Weniger illegal anwesende Ausländer im Zürcher Drogenhandel tätig
publiziert: Dienstag, 23. Mrz 2004 / 19:34 Uhr

Zürich - Im Kanton Zürich sind im letzten Jahr weniger Drogen sichergestellt worden als in den Jahren zuvor. Gegenüber dem Vorjahr leicht angestiegen ist die Zahl der Betäubungsmitteldelikte und der ermittelten Tatverdächtigen.

Immer weniger Ausländer sind im Drogenhandel involviert.
Immer weniger Ausländer sind im Drogenhandel involviert.
Ebenfalls zugenommen hat die Zahl der Einbrüche, wie die Kantonspolizei Zürich an einer Medienkonferenz erklärte.
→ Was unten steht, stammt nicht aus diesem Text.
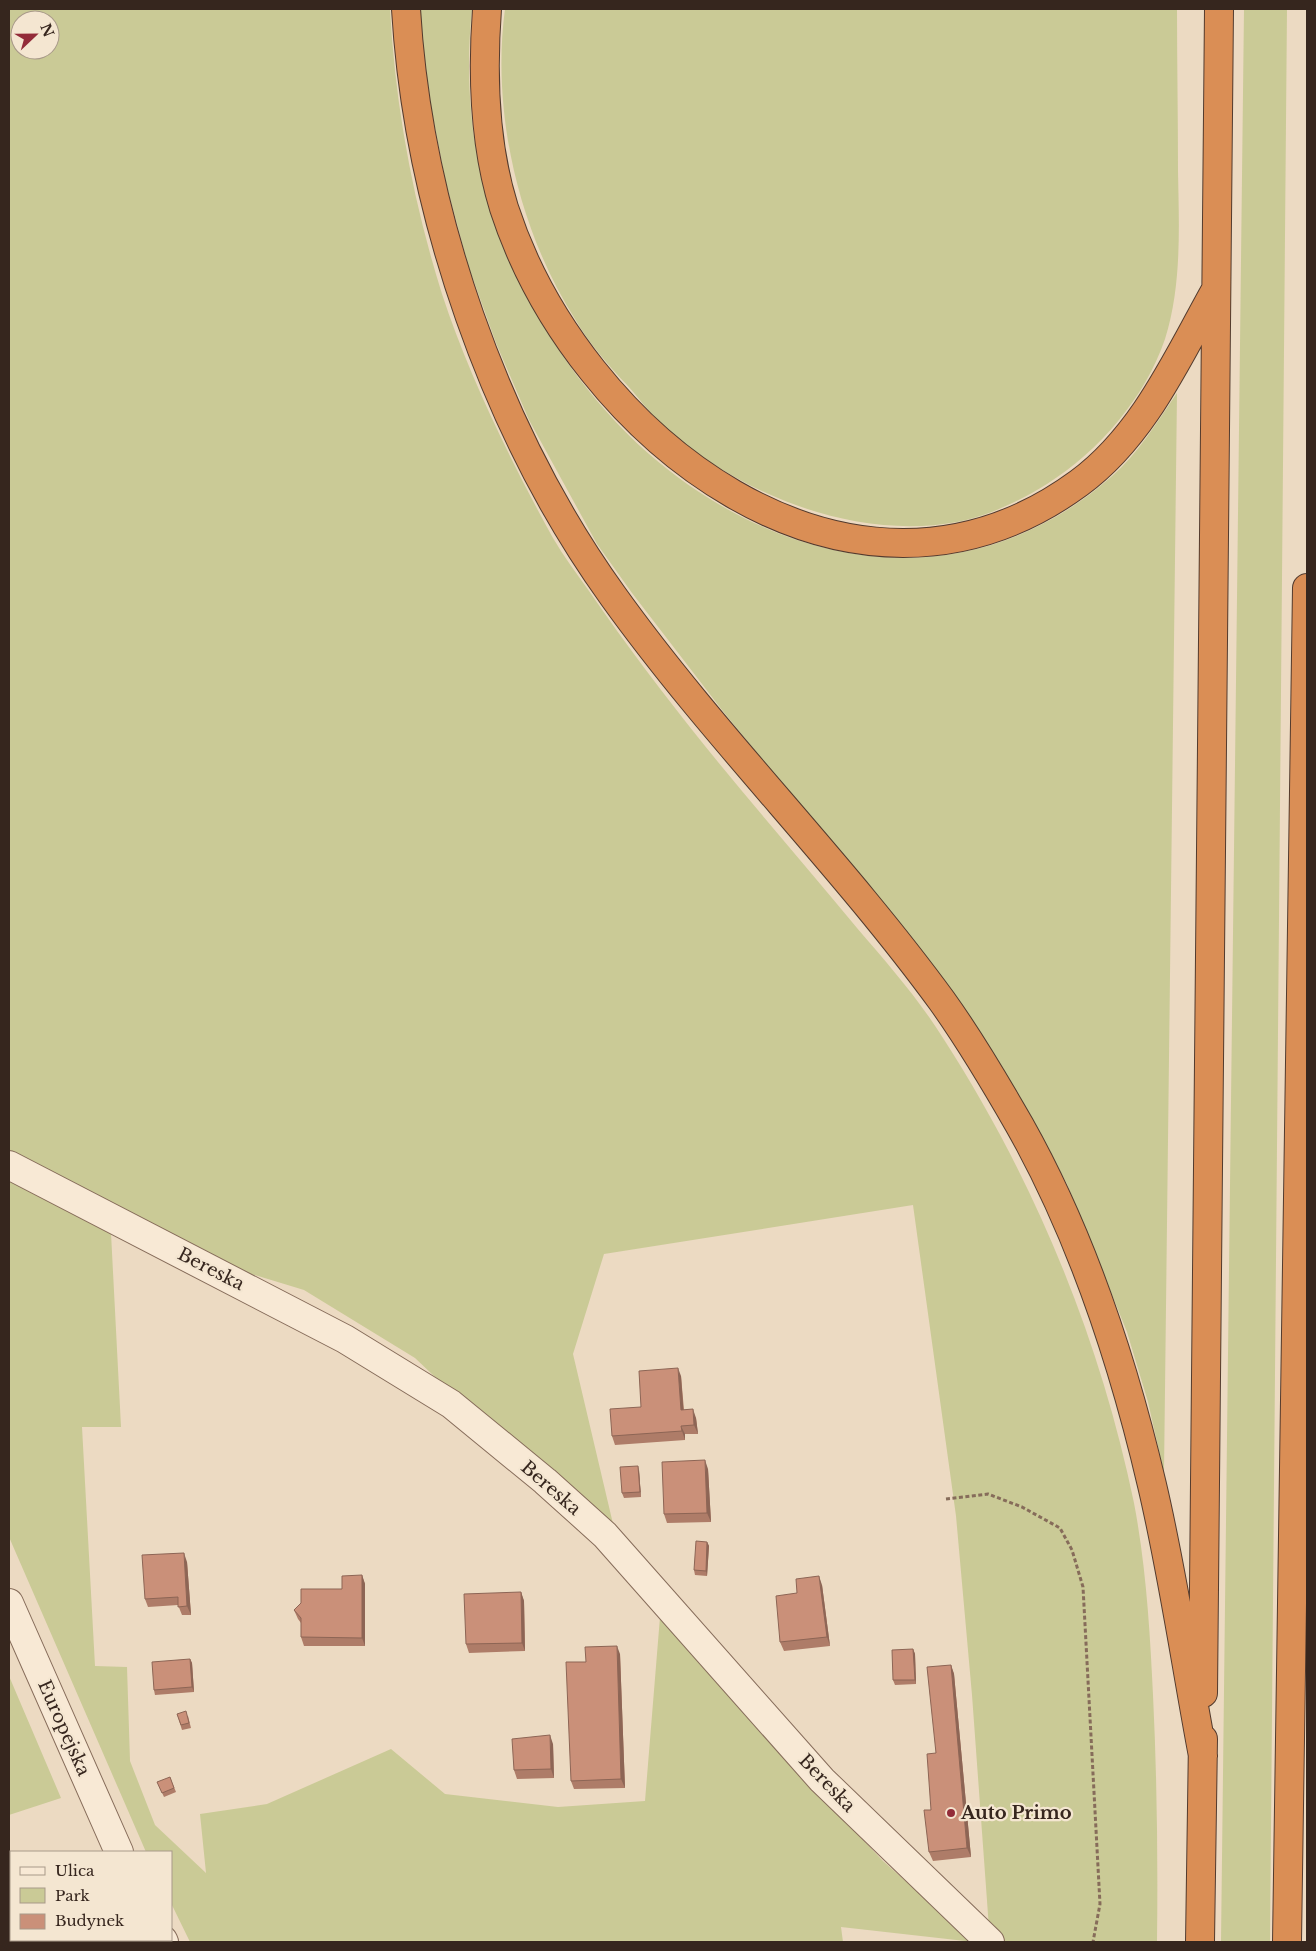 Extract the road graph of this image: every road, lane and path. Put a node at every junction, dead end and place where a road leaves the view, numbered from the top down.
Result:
1 (406, 9) edge
2 (487, 9) edge
3 (1219, 9) edge
4 (1217, 289) junction
5 (1307, 588) edge
6 (1307, 671) edge
7 (9, 1165) edge
8 (946, 1498) dead end
9 (9, 1603) edge
10 (1203, 1756) junction
11 (119, 1851) edge
12 (990, 1942) edge
13 (1093, 1942) edge
14 (1200, 1942) edge
15 (1287, 1942) edge

1 - 10 highway
2 - 4 highway
3 - 4 highway
4 - 10 highway
5 - 6 highway
6 - 15 highway
7 - 12 street, Bereska
8 - 13 path
9 - 11 street, Europejska
10 - 14 highway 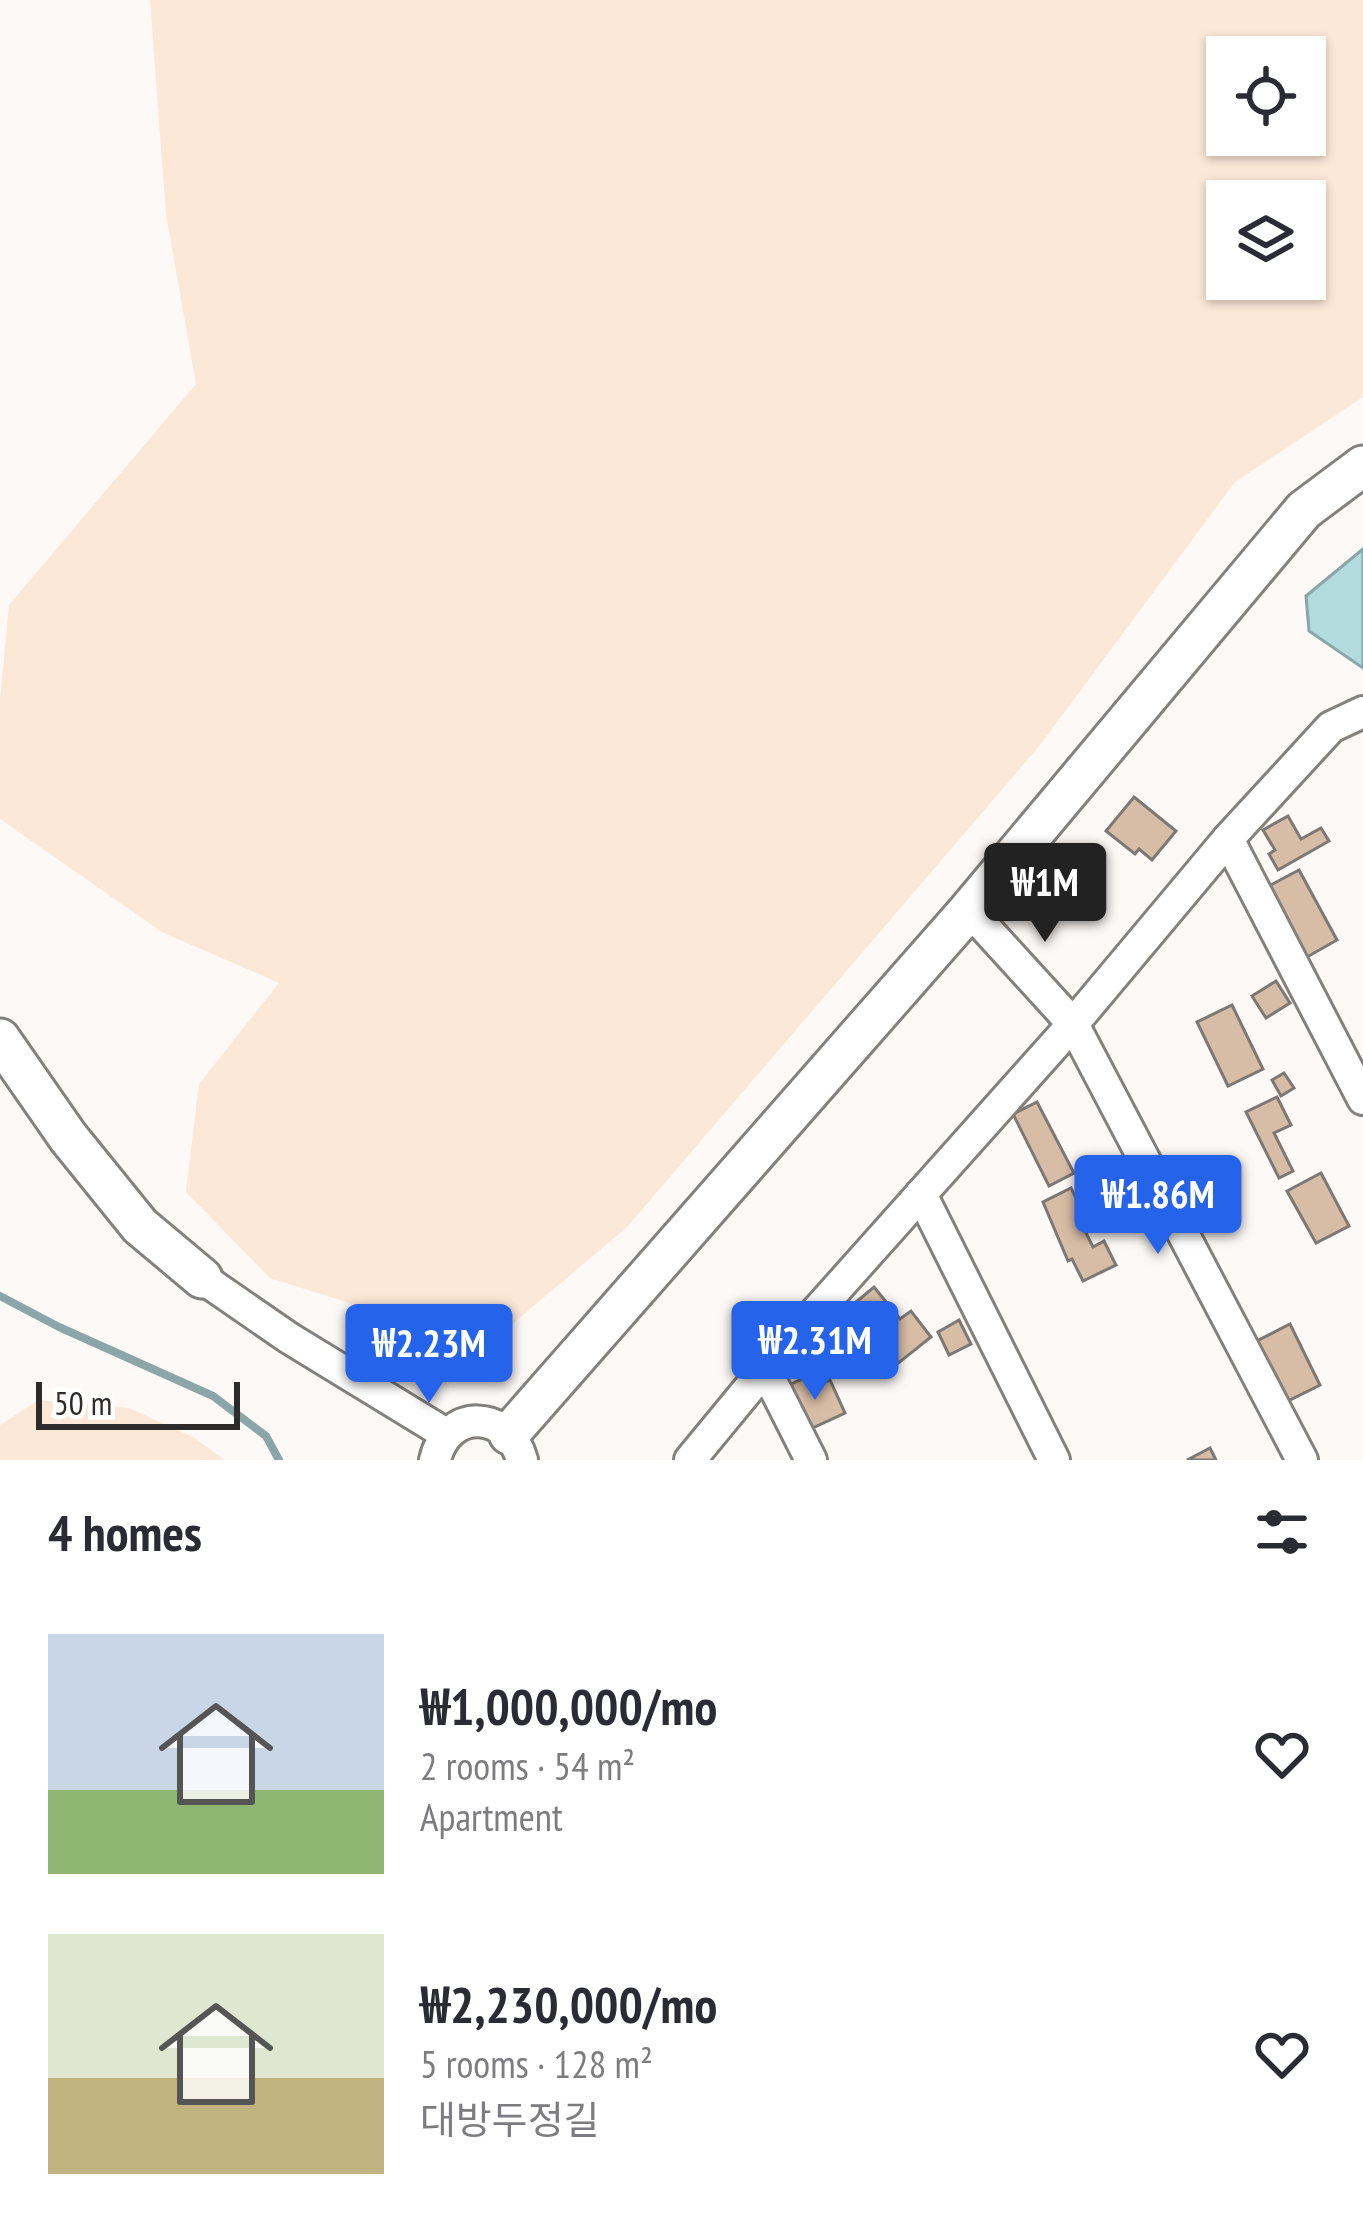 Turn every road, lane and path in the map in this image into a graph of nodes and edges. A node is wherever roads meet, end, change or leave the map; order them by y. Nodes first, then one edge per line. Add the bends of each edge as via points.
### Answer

Die 15 625 Einbrüche im Jahr 2003 liegen unter dem langjährigen Mittel. Gegenüber 2002 war es jedoch ein Anstieg um 18,4 Prozent.

Gemäss Norbert Klossner, Chef der Betäubungsmittel-Abteilung der Kriminalpolizei, sind im Drogenhandel vermehrt Ausländer tätig, die eine Aufenthaltsbewilligung in der Schweiz haben. Gesunken ist der Anteil der Drogenhändler, die illegal in der Schweiz sind oder Asylstatus haben. 38,5 Prozent der ermittelten Tatverdächtigen sind Ausländer, beim Handel liegt der Ausländeranteil bei 61,8 Prozent.

Die Menge der von Polizei und Zollorganen sichergestellten harten Drogen wie Heroin (rund 105 Kilogramm) und Kokain (148 Kilogramm) ist zurückgegangen. Heroin ist laut Klossner nicht mehr die Droge Nummer 1 und vor allem unter Jugendlichen ziemlich out. Kokain werde vor allem über den Flughafen Kloten eingeführt.

Bei Ecstasy (57 000 Pillen) und Thaipillen (15 000) haben einzelne grosse Sicherstellungen die Statistik stark beeinflusst. Illegale Cannabis-Produkte werden gemäss Klossner im Kanton Zürich vor allem in so genannten Indoor-Anlagen hergestellt. Sichergestellt wurden 8,6 Tonnen Hanfkraut und 143 Kilogramm Haschisch (2002: 17,3 Tonnen Kraut und 306 Kilo Haschisch).

Die Zahl der Anzeigen wegen Widerhandlungen gegen das Betäubungsmittelgesetz nahm in der Stadt Zürich leicht um 280 ab auf 10 335. Im übrigen Kantonsgebiet stieg sie um 343 auf 3579. Insgesamt gab es einen Rückgang beim Drogenhandel und -schmuggel, aber mehr Anzeigen wegen Drogenkonsums.

Drogentote gab es im letzten Jahr 56, sechs mehr als im Vorjahr. Das jüngste Drogenopfer war 16, das älteste 55 Jahre alt. Das Durchschnittsalter blieb unverändert bei rund 32 Jahren.